▶ [WORKING DATA]:
┌──

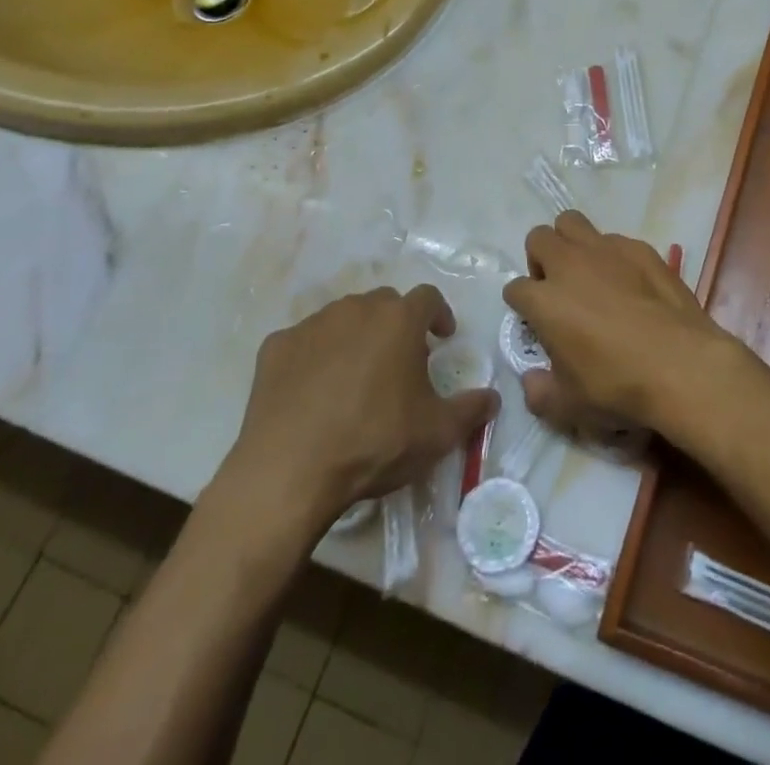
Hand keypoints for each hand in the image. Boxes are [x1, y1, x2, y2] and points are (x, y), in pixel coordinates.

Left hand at [208, 285, 497, 567]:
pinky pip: (304, 342)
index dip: (439, 315)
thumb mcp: (437, 433)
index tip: (442, 337)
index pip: (429, 298)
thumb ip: (471, 409)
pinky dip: (314, 357)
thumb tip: (493, 397)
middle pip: (385, 303)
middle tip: (400, 359)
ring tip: (356, 375)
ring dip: (355, 336)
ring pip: (343, 318)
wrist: (288, 471)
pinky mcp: (276, 347)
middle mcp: (357, 309)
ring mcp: (312, 325)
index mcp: (400, 319)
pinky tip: (313, 390)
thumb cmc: (374, 442)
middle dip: (397, 324)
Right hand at [506, 212, 734, 436]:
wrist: (680, 365)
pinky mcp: (640, 248)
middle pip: (538, 238)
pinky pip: (614, 240)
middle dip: (540, 259)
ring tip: (587, 273)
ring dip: (571, 243)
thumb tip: (532, 380)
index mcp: (544, 300)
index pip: (515, 289)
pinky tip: (629, 282)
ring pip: (572, 223)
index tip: (536, 322)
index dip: (522, 306)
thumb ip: (540, 392)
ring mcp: (606, 250)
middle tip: (557, 288)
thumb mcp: (569, 406)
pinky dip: (611, 255)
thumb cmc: (617, 386)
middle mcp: (569, 265)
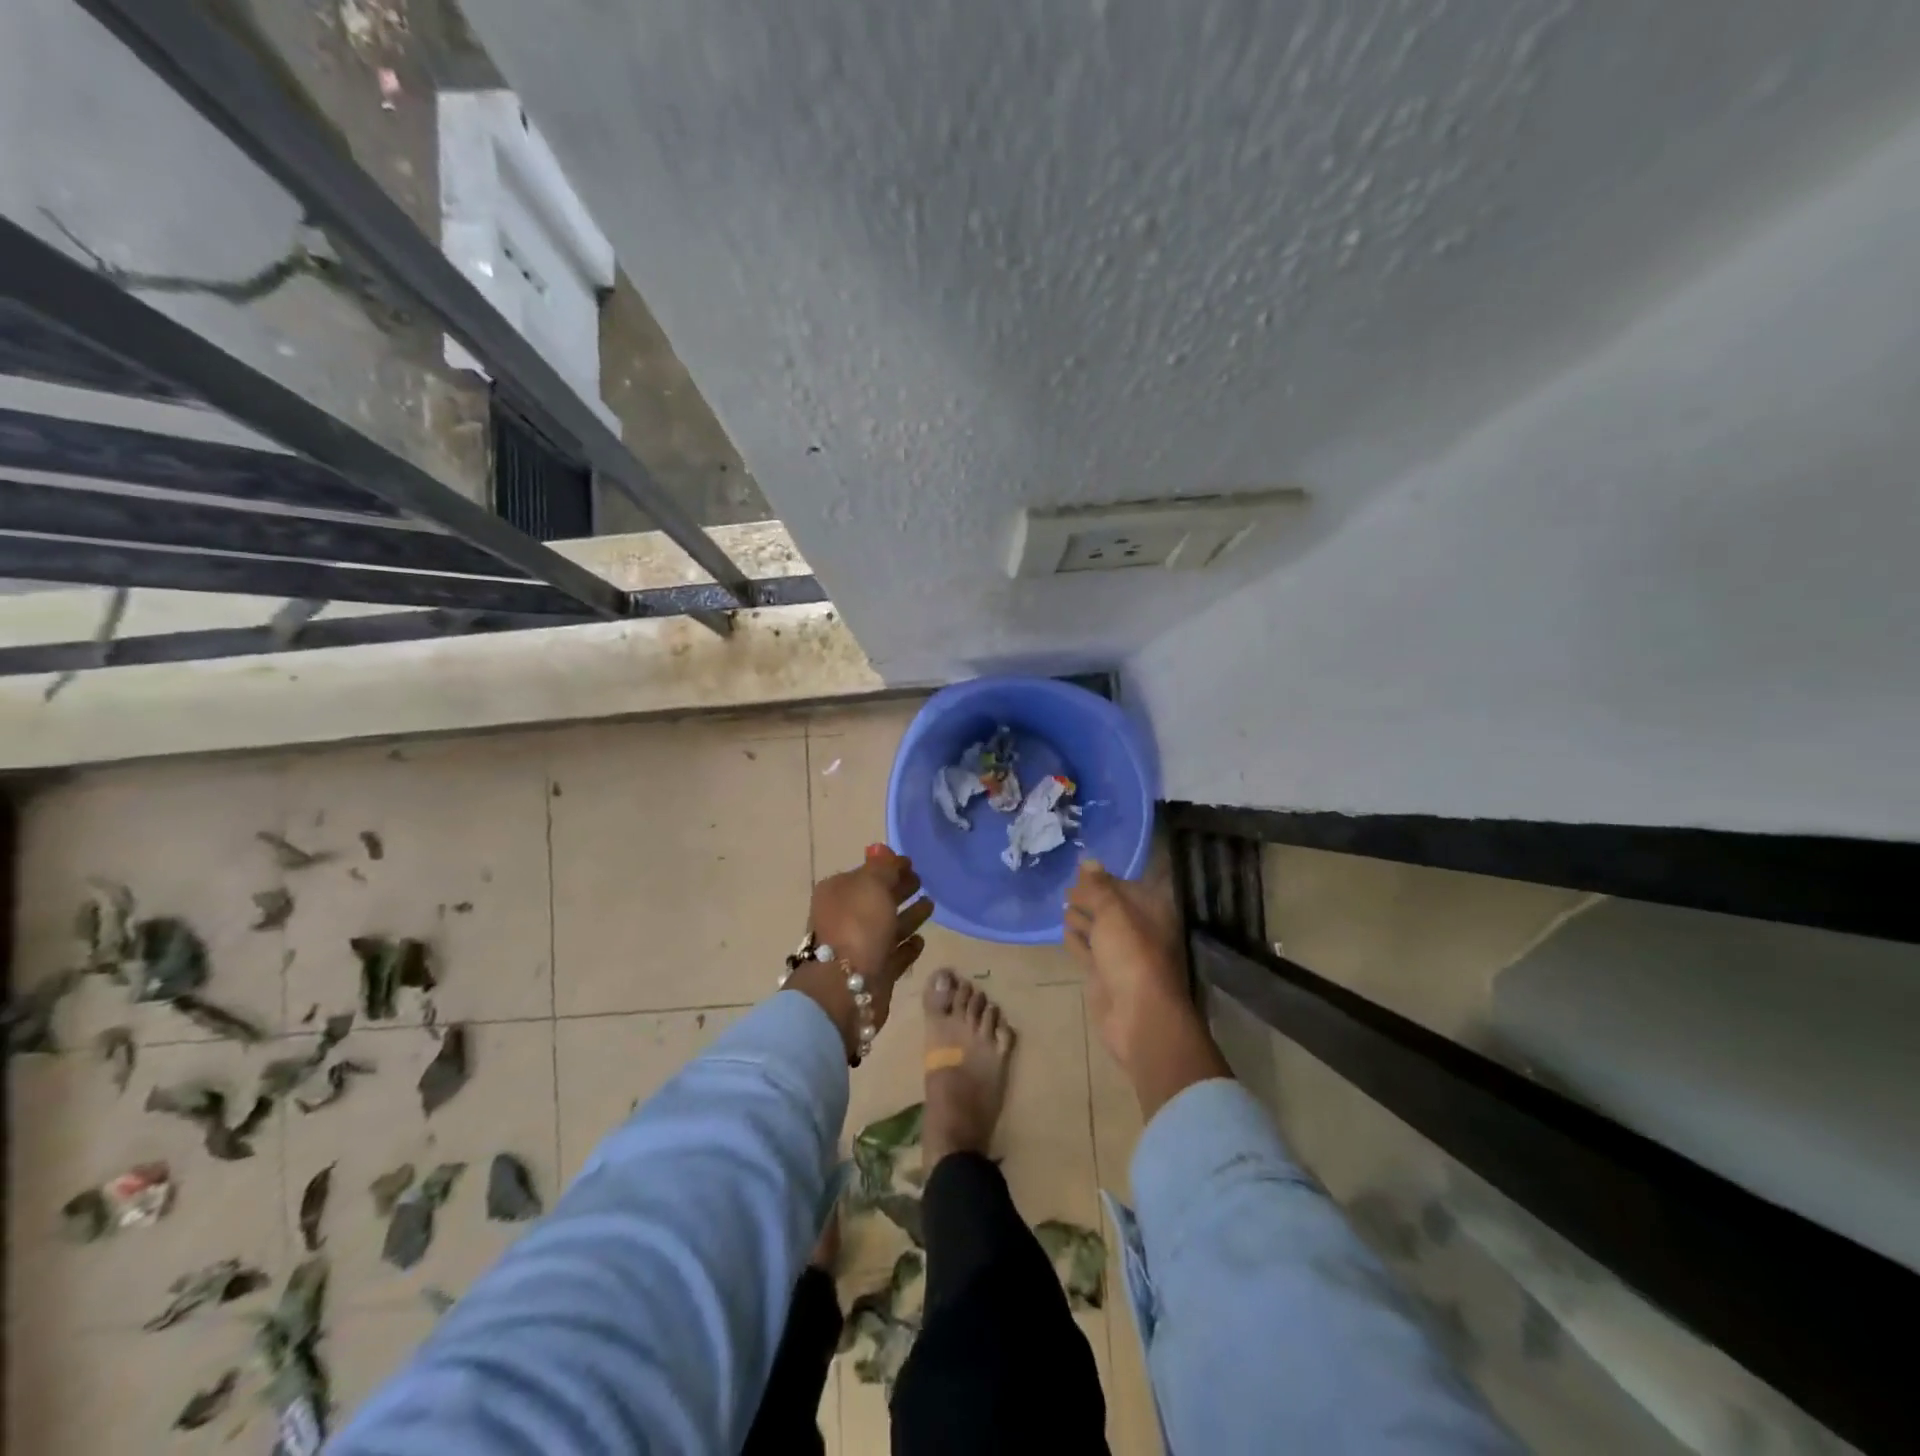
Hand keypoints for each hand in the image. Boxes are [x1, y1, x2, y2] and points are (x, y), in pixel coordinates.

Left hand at [788, 845, 932, 1057]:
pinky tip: (921, 940)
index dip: (889, 867)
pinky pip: (894, 954)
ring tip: (931, 905)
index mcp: (838, 892)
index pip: (867, 873)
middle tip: (923, 882)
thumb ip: (882, 867)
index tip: (912, 864)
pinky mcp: (874, 972)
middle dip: (899, 889)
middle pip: (877, 899)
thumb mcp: (871, 885)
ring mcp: (859, 946)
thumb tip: (882, 850)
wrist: (845, 988)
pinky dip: (907, 947)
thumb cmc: (858, 926)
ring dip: (908, 916)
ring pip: (888, 926)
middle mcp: (845, 917)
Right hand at [1066, 857, 1228, 1117]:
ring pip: (1099, 930)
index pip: (1126, 887)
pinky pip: (1088, 951)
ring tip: (1063, 905)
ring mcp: (1121, 955)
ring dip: (1082, 917)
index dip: (1104, 878)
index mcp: (1150, 913)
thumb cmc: (1131, 956)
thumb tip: (1088, 860)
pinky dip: (1077, 941)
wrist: (1138, 1017)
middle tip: (1067, 888)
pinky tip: (1065, 931)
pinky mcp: (1104, 976)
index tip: (1080, 869)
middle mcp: (1138, 931)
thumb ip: (1099, 887)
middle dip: (1090, 897)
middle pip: (1111, 908)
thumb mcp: (1114, 913)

└──

▶ [PROBLEM REQUIREMENTS]:
Go line by line through the material and count the lines holding the word "hand". State only the total.

▶ [EXERCISE RESPONSE]:
6